Offred · 07/06/2012 11:55

Yes and you seem to be saying it is the lying and denying that has broken it so he is still actively breaking it by the sounds of it.

izzyizin · 07/06/2012 12:46

If he has a problem with alcohol he needs to take himself off and fight that particular demon alone.

Anything less will be denial by both of you that his abuse of alcohol has been, and is, a major factor in the breakdown of your marriage.

The alternative scenario is that he is simply a lying lowdown turd by nature and he's using his abuse of alcohol as a handy hook on which to hang his low moral standards.

Either way you're going to be on a hiding to nothing if you remain living with him. More worryingly, your 'beautiful young' dc will endure continuing and lasting emotional damage if you fail to act decisively in this matter.

Give him his marching orders and make it clear that there will be no way back for him unless and until he has addressed and resolved his issues and is fit to be a partner and a parent.

AnyFucker · 07/06/2012 15:26

how can you "forgive" something he won't even acknowledge ?

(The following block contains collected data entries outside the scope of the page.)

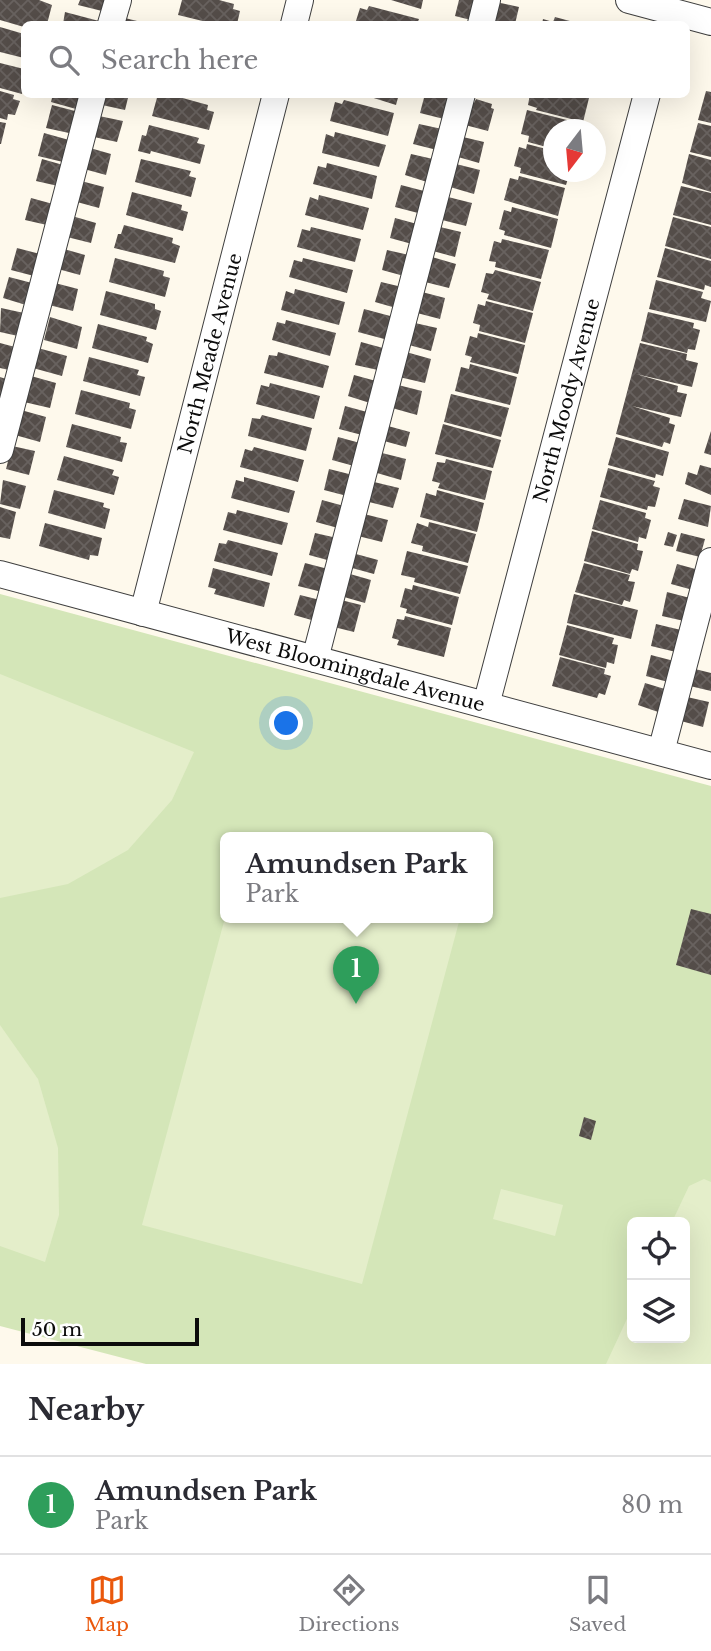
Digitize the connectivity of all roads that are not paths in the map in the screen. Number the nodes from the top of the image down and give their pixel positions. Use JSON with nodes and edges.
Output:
{"nodes":[{"id":1,"x":118,"y":0,"type":"edge"},
{"id":2,"x":300,"y":0,"type":"edge"},
{"id":3,"x":487,"y":0,"type":"edge"},
{"id":4,"x":629,"y":0,"type":"edge"},
{"id":5,"x":669,"y":12,"type":"edge"},
{"id":6,"x":112,"y":21,"type":"edge"},
{"id":7,"x":295,"y":21,"type":"edge"},
{"id":8,"x":482,"y":21,"type":"edge"},
{"id":9,"x":711,"y":22,"type":"edge"},
{"id":10,"x":92,"y":98,"type":"edge"},
{"id":11,"x":275,"y":98,"type":"edge"},
{"id":12,"x":461,"y":98,"type":"edge"},
{"id":13,"x":646,"y":98,"type":"edge"},
{"id":14,"x":0,"y":450,"type":"edge"},
{"id":15,"x":711,"y":561,"type":"edge"},
{"id":16,"x":0,"y":574,"type":"edge"},
{"id":17,"x":143,"y":613,"type":"junction"},
{"id":18,"x":315,"y":659,"type":"junction"},
{"id":19,"x":486,"y":705,"type":"junction"},
{"id":20,"x":661,"y":752,"type":"junction"},
{"id":21,"x":711,"y":766,"type":"edge"}],
"edges":[{"from":1,"to":6,"type":"street"},
{"from":2,"to":7,"type":"street"},
{"from":3,"to":8,"type":"street"},
{"from":4,"to":5,"type":"street"},
{"from":5,"to":9,"type":"street"},
{"from":10,"to":14,"type":"street"},
{"from":11,"to":17,"type":"street","name":"North Meade Avenue"},
{"from":12,"to":18,"type":"street"},
{"from":13,"to":19,"type":"street","name":"North Moody Avenue"},
{"from":15,"to":20,"type":"street"},
{"from":16,"to":17,"type":"street","name":"West Bloomingdale Avenue"},
{"from":17,"to":18,"type":"street","name":"West Bloomingdale Avenue"},
{"from":18,"to":19,"type":"street","name":"West Bloomingdale Avenue"},
{"from":19,"to":20,"type":"street","name":"West Bloomingdale Avenue"},
{"from":20,"to":21,"type":"street","name":"West Bloomingdale Avenue"}]}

how can you "forgive" something you know in your heart of hearts you are being lied to about

that isn't "forgiveness" that is shutting the fuck up to keep the peace

AnyFucker · 07/06/2012 15:28

proud your poor friend

that man is a fucking piece of work

Miggsie · 07/06/2012 15:36

AF is completely correct, he wants you to shut up.
And not bother him.
And let him do what he likes.
And not bother him.
And carry on doing all the laundry and housework as he doesn't want to do that.
All the talk about you needing to forgive is just a way of saying "go away and shut up"
Notice there is no need for him to do anything...what a git.

And no-one made him do anything, he did it himself, all by himself...and he doesn't care, and it is all someone else's fault.

He doesn't care about you at all.

If you think people in RL will think you are stupid, well first of all it doesn't matter, and second, you are entitled to say "you may find him a good friend, but he was horrible to live with as he made me feel like a non person that he couldn't be bothered with."